Il futuro della progettazione sostenibile sarà sempre più connesso con le grandi reti di cooperazione e non più con i singoli professionisti.
Nel libro Where the good ideas come from?, lo scrittore e sociologo statunitense Steven Johnson descrive il processo che porta alle grandi idee. Non si tratta di intuizioni isolate, frutto della genialità di un singolo, ma le idee innovative derivano dal confronto e dalla partecipazione al processo di creazione di più persone.
Quando si parla di architettura, però, l’idea del singolo architetto resta difficile da sconfiggere e aggiornare con l'idea di più menti creative al lavoro su un progetto comune. Da Frank Lloyd Wright a Rem Koolhaas, i designer più famosi sono spesso percepiti come geni che lavorano da soli, anzi che hanno bisogno di lavorare da soli. Il movimento della progettazione sostenibile, però, potrebbe modificare questo trend a vantaggio degli studi di grandi dimensioni.
Le imprese più grandi hanno in genere una maggiore flessibilità rispetto ai piccoli studi, e si caratterizzano per essere ambienti più dinamici e volti a sperimentare.
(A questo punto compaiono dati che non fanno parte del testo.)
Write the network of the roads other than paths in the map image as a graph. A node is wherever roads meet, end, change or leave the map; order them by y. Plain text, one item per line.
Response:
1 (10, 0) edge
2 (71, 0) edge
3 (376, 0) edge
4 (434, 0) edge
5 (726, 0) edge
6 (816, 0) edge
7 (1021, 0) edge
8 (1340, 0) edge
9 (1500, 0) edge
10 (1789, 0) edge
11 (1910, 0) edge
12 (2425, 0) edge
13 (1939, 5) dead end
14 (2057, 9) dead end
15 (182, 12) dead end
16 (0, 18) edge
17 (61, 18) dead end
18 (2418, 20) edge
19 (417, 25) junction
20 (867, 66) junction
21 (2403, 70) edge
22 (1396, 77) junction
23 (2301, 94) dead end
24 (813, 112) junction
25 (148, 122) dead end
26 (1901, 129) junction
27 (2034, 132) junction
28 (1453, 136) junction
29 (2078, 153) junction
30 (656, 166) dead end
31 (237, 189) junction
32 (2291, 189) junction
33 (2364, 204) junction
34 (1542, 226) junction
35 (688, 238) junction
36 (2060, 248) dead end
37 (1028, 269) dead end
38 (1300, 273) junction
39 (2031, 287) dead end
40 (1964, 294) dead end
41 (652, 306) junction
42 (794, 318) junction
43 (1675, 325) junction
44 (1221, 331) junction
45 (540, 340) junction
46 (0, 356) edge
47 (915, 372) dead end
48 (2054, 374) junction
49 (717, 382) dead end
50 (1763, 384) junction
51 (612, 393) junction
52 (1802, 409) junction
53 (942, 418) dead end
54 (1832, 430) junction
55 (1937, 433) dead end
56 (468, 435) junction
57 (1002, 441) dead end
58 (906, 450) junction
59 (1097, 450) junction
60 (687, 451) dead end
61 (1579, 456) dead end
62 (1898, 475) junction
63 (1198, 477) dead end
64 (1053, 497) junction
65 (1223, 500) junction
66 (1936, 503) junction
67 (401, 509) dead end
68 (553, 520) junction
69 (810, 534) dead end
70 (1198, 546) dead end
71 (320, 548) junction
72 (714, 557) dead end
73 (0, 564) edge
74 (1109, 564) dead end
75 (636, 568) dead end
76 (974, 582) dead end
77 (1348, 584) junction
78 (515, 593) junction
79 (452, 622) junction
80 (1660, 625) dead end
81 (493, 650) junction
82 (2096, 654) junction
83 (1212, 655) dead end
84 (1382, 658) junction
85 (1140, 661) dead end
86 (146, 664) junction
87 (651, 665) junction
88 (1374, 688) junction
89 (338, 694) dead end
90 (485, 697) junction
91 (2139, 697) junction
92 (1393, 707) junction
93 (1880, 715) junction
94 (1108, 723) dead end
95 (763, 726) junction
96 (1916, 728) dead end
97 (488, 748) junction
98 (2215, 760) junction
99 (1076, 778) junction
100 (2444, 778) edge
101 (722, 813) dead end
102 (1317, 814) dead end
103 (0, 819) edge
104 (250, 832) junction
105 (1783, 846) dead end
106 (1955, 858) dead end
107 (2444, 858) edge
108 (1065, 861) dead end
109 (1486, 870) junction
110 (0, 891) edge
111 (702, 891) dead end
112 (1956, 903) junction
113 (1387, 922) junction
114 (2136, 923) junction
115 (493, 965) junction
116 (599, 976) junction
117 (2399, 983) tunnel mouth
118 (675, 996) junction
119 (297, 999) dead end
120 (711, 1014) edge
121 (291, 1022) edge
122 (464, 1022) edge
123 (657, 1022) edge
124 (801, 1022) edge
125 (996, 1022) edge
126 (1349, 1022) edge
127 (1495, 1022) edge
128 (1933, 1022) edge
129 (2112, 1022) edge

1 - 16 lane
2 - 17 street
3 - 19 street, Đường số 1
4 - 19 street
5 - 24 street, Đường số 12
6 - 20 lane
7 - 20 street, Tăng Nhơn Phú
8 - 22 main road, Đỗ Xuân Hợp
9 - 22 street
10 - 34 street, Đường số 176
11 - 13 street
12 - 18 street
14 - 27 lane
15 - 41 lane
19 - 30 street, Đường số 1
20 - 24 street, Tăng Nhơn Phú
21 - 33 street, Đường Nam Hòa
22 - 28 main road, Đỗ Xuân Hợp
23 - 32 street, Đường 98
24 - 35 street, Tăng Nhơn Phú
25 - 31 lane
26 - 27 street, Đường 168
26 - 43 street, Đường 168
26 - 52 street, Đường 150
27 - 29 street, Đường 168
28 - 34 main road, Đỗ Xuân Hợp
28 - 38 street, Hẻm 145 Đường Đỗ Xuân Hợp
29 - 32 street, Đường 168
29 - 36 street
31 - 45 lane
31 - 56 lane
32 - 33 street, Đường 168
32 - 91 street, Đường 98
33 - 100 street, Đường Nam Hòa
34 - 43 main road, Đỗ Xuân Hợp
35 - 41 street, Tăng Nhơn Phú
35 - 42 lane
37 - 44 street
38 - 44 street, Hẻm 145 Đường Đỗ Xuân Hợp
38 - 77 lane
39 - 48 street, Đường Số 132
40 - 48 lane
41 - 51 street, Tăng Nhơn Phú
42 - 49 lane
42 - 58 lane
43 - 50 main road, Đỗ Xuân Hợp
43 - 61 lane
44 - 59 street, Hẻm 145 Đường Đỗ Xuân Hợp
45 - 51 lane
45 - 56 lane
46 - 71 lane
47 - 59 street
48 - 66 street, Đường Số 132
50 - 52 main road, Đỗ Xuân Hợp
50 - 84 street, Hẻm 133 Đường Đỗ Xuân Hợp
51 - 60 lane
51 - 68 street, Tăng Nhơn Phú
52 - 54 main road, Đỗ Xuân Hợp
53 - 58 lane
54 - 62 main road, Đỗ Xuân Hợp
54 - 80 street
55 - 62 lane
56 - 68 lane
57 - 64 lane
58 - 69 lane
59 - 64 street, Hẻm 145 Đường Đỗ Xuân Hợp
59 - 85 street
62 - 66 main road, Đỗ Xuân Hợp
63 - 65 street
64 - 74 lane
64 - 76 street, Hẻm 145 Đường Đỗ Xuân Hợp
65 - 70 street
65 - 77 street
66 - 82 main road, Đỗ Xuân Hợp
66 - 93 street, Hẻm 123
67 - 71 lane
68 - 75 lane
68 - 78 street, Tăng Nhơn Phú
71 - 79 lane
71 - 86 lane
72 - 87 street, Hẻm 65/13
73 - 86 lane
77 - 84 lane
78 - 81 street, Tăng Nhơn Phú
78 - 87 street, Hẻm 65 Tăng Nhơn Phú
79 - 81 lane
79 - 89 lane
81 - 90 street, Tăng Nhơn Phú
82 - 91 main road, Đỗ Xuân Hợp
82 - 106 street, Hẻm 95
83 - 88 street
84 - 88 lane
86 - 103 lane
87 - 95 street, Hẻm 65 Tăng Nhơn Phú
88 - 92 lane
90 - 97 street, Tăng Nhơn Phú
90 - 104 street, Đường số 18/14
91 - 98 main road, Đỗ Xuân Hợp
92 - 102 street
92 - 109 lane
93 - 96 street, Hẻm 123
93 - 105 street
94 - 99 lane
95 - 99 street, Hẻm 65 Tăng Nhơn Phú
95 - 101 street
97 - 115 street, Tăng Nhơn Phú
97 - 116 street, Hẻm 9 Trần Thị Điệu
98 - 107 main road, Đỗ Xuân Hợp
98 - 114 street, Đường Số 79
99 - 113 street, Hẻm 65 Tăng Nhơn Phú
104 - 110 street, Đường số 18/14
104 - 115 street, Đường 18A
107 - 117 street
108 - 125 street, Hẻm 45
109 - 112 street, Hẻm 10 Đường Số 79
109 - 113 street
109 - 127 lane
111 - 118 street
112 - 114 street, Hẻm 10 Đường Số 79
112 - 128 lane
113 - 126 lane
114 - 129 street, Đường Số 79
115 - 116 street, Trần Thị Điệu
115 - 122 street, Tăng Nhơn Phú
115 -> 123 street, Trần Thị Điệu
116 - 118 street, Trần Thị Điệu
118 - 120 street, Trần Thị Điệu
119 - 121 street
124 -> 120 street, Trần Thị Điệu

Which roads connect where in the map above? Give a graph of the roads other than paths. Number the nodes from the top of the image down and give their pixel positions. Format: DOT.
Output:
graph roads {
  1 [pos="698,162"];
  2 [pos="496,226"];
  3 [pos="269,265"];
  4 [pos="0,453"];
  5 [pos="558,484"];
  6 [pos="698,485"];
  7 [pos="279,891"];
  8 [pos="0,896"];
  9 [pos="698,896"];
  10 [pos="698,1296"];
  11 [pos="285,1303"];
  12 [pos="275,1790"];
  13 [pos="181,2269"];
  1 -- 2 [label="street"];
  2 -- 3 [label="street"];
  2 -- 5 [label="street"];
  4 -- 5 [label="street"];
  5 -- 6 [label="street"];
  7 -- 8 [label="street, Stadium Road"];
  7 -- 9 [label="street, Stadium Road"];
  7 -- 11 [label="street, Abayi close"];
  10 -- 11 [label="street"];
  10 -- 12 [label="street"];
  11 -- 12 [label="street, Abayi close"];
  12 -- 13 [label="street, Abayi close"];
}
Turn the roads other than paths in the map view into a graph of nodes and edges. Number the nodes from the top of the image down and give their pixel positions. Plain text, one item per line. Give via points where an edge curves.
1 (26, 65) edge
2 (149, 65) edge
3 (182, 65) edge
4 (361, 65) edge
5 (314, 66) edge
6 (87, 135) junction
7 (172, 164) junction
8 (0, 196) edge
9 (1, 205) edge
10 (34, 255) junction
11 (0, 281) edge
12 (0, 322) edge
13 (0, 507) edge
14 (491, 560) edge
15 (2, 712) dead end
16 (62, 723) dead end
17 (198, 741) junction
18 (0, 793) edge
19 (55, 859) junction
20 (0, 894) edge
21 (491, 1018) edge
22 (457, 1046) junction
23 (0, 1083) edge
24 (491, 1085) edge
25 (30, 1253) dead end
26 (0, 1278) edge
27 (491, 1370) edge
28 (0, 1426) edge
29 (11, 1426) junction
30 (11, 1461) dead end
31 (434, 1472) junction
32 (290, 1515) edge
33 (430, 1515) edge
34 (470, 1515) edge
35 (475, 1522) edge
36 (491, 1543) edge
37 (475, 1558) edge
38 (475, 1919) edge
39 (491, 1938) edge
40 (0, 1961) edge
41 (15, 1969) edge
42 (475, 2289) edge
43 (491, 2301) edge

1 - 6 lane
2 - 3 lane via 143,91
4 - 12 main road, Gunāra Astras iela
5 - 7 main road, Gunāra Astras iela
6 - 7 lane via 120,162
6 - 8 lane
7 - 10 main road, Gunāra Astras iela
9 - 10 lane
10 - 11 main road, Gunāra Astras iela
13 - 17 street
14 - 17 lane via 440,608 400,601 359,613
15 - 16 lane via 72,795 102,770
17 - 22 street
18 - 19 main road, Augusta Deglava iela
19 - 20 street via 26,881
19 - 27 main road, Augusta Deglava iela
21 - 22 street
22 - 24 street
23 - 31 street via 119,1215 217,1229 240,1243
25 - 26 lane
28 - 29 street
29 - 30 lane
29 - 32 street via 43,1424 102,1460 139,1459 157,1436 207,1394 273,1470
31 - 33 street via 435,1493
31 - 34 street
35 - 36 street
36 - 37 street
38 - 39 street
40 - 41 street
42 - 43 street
La norma nei più famosi studi è ancora rappresentata dal vecchio stile gerarchico. Si tratta di piccoli atelier dove c’è un progettista importante e una serie di collaboratori minori che non partecipano realmente al processo progettuale. Qui è più difficile cambiare stile o tentare d’innovarsi.
Il vantaggio di una “spersonalizzazione” dell’architettura è chiaro: un maggior numero di persone porterà tendenzialmente più idee, con una grande differenziazione. Un tasso potenziale di innovazione che, presumibilmente, sfocerà in progetti sempre più green, humus tipico della sperimentazione.
Gli architetti che lavorano nei grandi studi hanno sicuramente un ambiente lavorativo molto diverso.